Phosphorylation-Mediated Conformational Changes in the Mouse Neurofilament Architecture: Insight from a Neurofilament Brush Model

• Published in: Journal of molecular biology Vol. 405; no. 4; pp. 1101 - 1118
• Main Authors: Stevenson, William, Chang, Rakwoo, Gebremichael, Yeshitila
• Format: Journal Article
• Language: English
• Published: England Elsevier Ltd 28.01.2011
• Subjects: Amino Acid Sequence; Animals; Computer Simulation; cytoskeleton; Cytoskeleton - metabolism; genes; Humans; In Vitro Techniques; Mice; Models, Molecular; Molecular Sequence Data; Monte Carlo Method; Monte Carlo simulation; neurofilament brush model; Neurofilament Proteins - chemistry; Neurofilament Proteins - genetics; Neurofilament Proteins - metabolism; neurofilament side arms; Osmolar Concentration; Phosphorylation; polyampholytes; Protein Conformation; proteins; Sequence Homology, Amino Acid; serine; stoichiometry; CG; DLS; neurofilament side arms; polyampholytes; 3D; NF-L; neurofilament brush model; MC; NF-H; NF; NF-M; phosphorylation; Monte Carlo simulation
• ISSN: 0022-2836; 1089-8638
• DOI: 10.1016/j.jmb.2010.11.022

Neurofilaments (NFs) are important cytoskeletal filaments that consist of long flexible C-terminal tails that are abundant with charges.
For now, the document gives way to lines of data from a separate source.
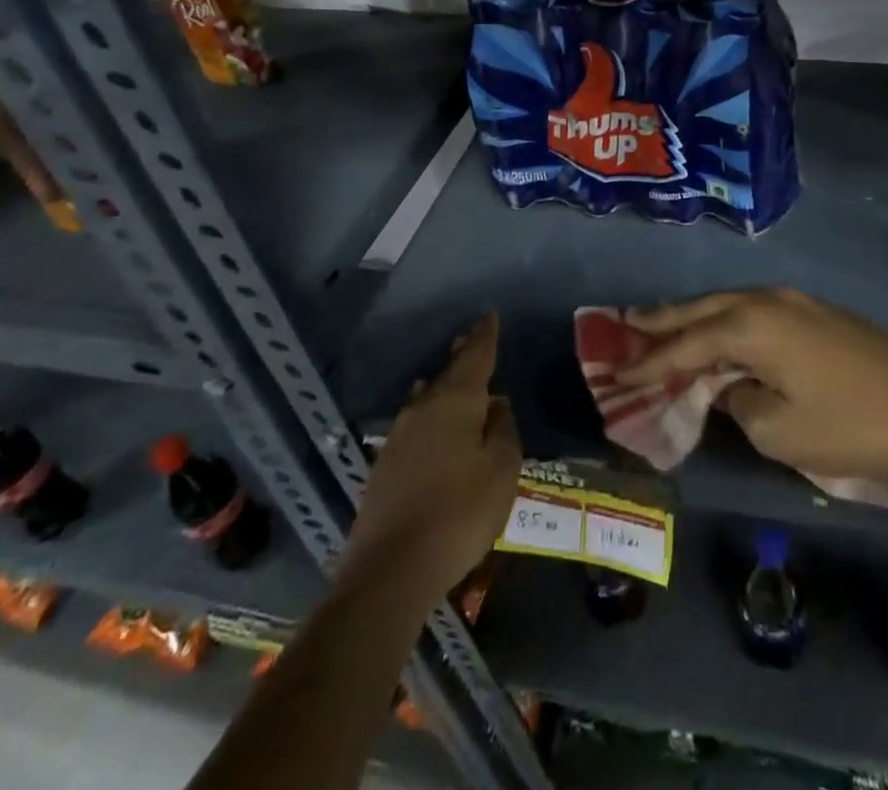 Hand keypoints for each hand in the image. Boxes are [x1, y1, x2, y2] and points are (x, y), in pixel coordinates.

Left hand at [345, 314, 520, 597]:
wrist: (391, 571)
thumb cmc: (460, 513)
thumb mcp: (501, 470)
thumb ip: (502, 430)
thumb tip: (497, 404)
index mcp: (455, 402)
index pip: (475, 356)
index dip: (484, 336)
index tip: (490, 316)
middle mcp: (423, 409)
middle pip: (446, 373)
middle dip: (462, 355)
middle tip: (473, 337)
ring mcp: (398, 437)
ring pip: (427, 397)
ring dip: (443, 383)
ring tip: (453, 372)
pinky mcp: (385, 466)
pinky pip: (415, 423)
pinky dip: (430, 412)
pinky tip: (431, 420)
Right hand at [619, 288, 887, 495]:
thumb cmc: (849, 426)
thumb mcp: (779, 430)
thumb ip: (739, 402)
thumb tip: (731, 385)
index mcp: (752, 326)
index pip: (686, 344)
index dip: (649, 360)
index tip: (615, 371)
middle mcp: (769, 301)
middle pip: (703, 308)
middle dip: (663, 319)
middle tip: (625, 324)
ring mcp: (797, 301)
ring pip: (731, 303)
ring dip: (696, 316)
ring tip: (663, 324)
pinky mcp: (819, 312)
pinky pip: (757, 310)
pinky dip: (729, 320)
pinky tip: (722, 331) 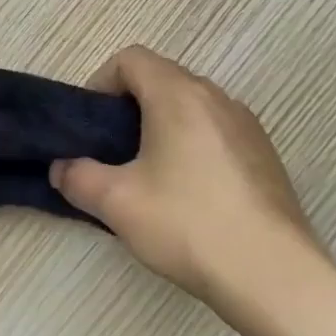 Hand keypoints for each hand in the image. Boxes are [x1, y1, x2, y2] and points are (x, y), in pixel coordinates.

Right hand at [50, 45, 329, 314]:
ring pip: (191, 106)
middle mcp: (216, 97)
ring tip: (148, 174)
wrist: (275, 277)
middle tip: (112, 151)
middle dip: (129, 106)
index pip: (131, 58)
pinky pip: (216, 132)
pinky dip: (193, 145)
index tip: (92, 125)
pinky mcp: (265, 156)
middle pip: (162, 79)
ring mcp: (247, 126)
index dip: (101, 82)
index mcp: (178, 94)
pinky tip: (189, 195)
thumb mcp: (116, 202)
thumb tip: (60, 169)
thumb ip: (77, 177)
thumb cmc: (188, 224)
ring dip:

The tails attain additional negative charges through serine phosphorylation of Lys-Ser-Pro (KSP) repeat motifs that are particularly found in neurofilament heavy (NF-H) and neurofilament medium (NF-M) proteins. These side-arm protrusions mediate the interaction between neighboring filaments and maintain axonal diameter. However, the precise role of NF proteins and their phosphorylation in regulating interfilament distances and axonal diameter still remains unclear. In this regard, a recent gene replacement study revealed that the phosphorylation of mouse NF-M KSP repeats does not affect axonal cytoarchitecture, challenging the conventional viewpoint on the role of NF phosphorylation. To better understand the effect of phosphorylation, particularly NF-M phosphorylation, we applied a computational method to reveal phosphorylation-mediated conformational changes in mouse NF architecture. We employed a three-dimensional sequence-based coarse-grained NF brush model to perform Monte Carlo simulations of mouse NF by using the sequence and stoichiometry of mouse NF proteins. Our result shows that the phosphorylation of mouse NF-M does not change the radial extension of NF-M side arms under a salt-free condition and in ionic solution, highlighting a structural factor that supports the notion that NF-M KSP phosphorylation has no effect on the axonal diameter of mouse. On the other hand, significant phosphorylation-mediated conformational changes were found in NF-H side arms under the salt-free condition, while the changes in ionic solution are not significant. However, NF-H side arms are found at the periphery of mouse NF architecture, implying a role in linking neighboring filaments.